Work to complete:
Below is a block of records; repeat each one exactly.

Task input:
========

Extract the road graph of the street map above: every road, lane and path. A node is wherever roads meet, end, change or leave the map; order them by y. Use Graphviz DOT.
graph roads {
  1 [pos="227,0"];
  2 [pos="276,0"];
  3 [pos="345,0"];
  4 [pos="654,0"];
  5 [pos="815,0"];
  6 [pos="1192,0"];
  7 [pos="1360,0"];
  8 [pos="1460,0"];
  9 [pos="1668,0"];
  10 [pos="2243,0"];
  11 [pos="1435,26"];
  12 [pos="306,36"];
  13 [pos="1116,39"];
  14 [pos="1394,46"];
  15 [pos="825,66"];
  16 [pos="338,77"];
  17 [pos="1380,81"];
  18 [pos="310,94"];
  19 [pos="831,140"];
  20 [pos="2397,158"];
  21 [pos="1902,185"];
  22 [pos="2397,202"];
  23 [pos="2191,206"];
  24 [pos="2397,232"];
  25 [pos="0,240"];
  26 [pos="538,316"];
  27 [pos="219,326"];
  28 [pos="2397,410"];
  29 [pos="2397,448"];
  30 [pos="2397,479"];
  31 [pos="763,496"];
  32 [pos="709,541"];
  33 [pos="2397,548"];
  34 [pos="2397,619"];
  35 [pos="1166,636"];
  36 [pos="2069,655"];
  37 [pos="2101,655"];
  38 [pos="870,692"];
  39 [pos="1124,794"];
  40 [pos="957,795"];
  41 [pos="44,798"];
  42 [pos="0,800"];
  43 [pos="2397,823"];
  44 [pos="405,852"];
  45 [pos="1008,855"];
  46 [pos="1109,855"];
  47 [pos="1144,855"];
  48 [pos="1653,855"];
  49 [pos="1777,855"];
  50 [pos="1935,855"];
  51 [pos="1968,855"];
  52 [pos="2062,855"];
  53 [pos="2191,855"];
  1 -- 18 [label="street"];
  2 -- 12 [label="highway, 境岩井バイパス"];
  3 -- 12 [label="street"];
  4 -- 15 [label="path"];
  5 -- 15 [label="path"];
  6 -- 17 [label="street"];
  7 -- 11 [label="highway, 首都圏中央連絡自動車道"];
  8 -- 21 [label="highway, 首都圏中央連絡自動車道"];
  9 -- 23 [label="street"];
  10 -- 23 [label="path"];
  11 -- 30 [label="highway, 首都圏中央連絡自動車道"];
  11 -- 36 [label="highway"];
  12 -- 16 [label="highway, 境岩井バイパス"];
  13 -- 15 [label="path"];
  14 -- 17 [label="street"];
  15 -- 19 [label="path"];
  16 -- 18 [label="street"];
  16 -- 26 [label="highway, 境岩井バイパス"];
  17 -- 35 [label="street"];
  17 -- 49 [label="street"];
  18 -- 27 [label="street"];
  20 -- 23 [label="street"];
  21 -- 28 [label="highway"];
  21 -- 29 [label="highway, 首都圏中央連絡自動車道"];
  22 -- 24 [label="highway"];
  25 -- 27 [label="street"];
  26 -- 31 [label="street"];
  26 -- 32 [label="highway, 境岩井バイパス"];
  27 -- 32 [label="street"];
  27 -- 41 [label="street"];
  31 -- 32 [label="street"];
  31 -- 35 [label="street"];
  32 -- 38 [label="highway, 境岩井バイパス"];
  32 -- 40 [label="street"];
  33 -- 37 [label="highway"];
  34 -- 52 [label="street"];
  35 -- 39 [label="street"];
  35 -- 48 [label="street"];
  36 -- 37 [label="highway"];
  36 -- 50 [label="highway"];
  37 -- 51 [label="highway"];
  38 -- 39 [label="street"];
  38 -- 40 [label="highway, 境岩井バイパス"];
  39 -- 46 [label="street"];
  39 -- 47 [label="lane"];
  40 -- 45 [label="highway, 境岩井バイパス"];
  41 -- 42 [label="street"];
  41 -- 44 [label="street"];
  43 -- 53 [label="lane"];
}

========

Exercise solution:
Extract the road graph of the street map above: every road, lane and path. A node is wherever roads meet, end, change or leave the map; order them by y. Use Graphviz DOT.
graph roads {
  1 [pos="227,0"];
  2 [pos="276,0"];
  3 [pos="345,0"];
  4 [pos="654,0"];
  5 [pos="815,0"];
  6 [pos="1192,0"];
  7 [pos="1360,0"];
  8 [pos="1460,0"];
  9 [pos="1668,0"];
  10 [pos="2243,0"];
  11 [pos="1435,26"];
  12 [pos="306,36"];
  13 [pos="1116,39"];
  14 [pos="1394,46"];
  15 [pos="825,66"];
  16 [pos="338,77"];
  17 [pos="1380,81"];
  18 [pos="310,94"];
  19 [pos="831,140"];
  20 [pos="2397,158"];
  21 [pos="1902,185"];
  22 [pos="2397,202"];
  23 [pos="2191,206"];
  24 [pos="2397,232"];
  25 [pos="0,240"];
  26 [pos="538,316"];
  27 [pos="219,326"];
  28 [pos="2397,410"];
  29 [pos="2397,448"];
  30 [pos="2397,479"];
  31 [pos="763,496"];
  32 [pos="709,541"];
  33 [pos="2397,548"];
  34 [pos="2397,619"];
  35 [pos="1166,636"];
  36 [pos="2069,655"];
  37 [pos="2101,655"];
  38 [pos="870,692"];
  39 [pos="1124,794"];
  40 [pos="957,795"];
  41 [pos="44,798"];
  42 [pos="0,800"];
  43 [pos="2397,823"];
  44 [pos="405,852"];
  45 [pos="1008,855"];
  46 [pos="1109,855"];
  47 [pos="1144,855"];
  48 [pos="1653,855"];
  49 [pos="1777,855"];
  50 [pos="1935,855"];
  51 [pos="1968,855"];
  52 [pos="2062,855"];
  53 [pos="2191,855"];
  1 -- 18 [label="street"];
  2 -- 12 [label="highway, 境岩井バイパス"];
  3 -- 12 [label="street"];
  4 -- 15 [label="path"];
  5 -- 15 [label="path"];
  6 -- 17 [label="street"];
  7 -- 11 [label="highway, 首都圏中央連絡自動車道"];
  8 -- 21 [label="highway, 首都圏中央連絡自動車道"];
  9 -- 23 [label="street"];
  10 -- 23 [label="path"];
  11 -- 30 [label="highway, 首都圏中央連絡自動車道"];
  11 -- 36 [label="highway"];
  12 -- 16 [label="highway, 境岩井バイパス"];
  13 -- 15 [label="path"];
  14 -- 17 [label="street"];
  15 -- 19 [label="path"];
  16 -- 18 [label="street"];
  16 -- 26 [label="highway, 境岩井バイパス"];
  17 -- 35 [label="street"];
  17 -- 49 [label="street"];
  18 -- 27 [label="street"];
  20 -- 23 [label="street"];
  21 -- 28 [label="highway"];
  21 -- 29 [label="highway, 首都圏中央連絡自動車道"];
  22 -- 24 [label="highway"];
  25 -- 27 [label="street"];
  26 -- 31 [label="street"];
  26 -- 32 [label="highway, 境岩井バイパス"];
  27 -- 32 [label="street"];
  27 -- 41 [label="street"];
  31 -- 32 [label="street"];
  31 -- 35 [label="street"];
  32 -- 38 [label="highway, 境岩井バイパス"];
  32 -- 40 [label="street"];
  33 -- 37 [label="highway"];
  34 -- 52 [label="street"];
  35 -- 39 [label="street"];
  35 -- 48 [label="street"];
  36 -- 37 [label="highway"];
  36 -- 50 [label="highway"];
  37 -- 51 [label="highway"];
  38 -- 39 [label="street"];
  38 -- 40 [label="highway, 境岩井バイパス"];
  39 -- 46 [label="street"];
  39 -- 47 [label="lane"];
  40 -- 45 [label="highway, 境岩井バイパス"];
  41 -- 42 [label="street"];
  41 -- 44 [label="street"];
  43 -- 53 [label="lane"];
}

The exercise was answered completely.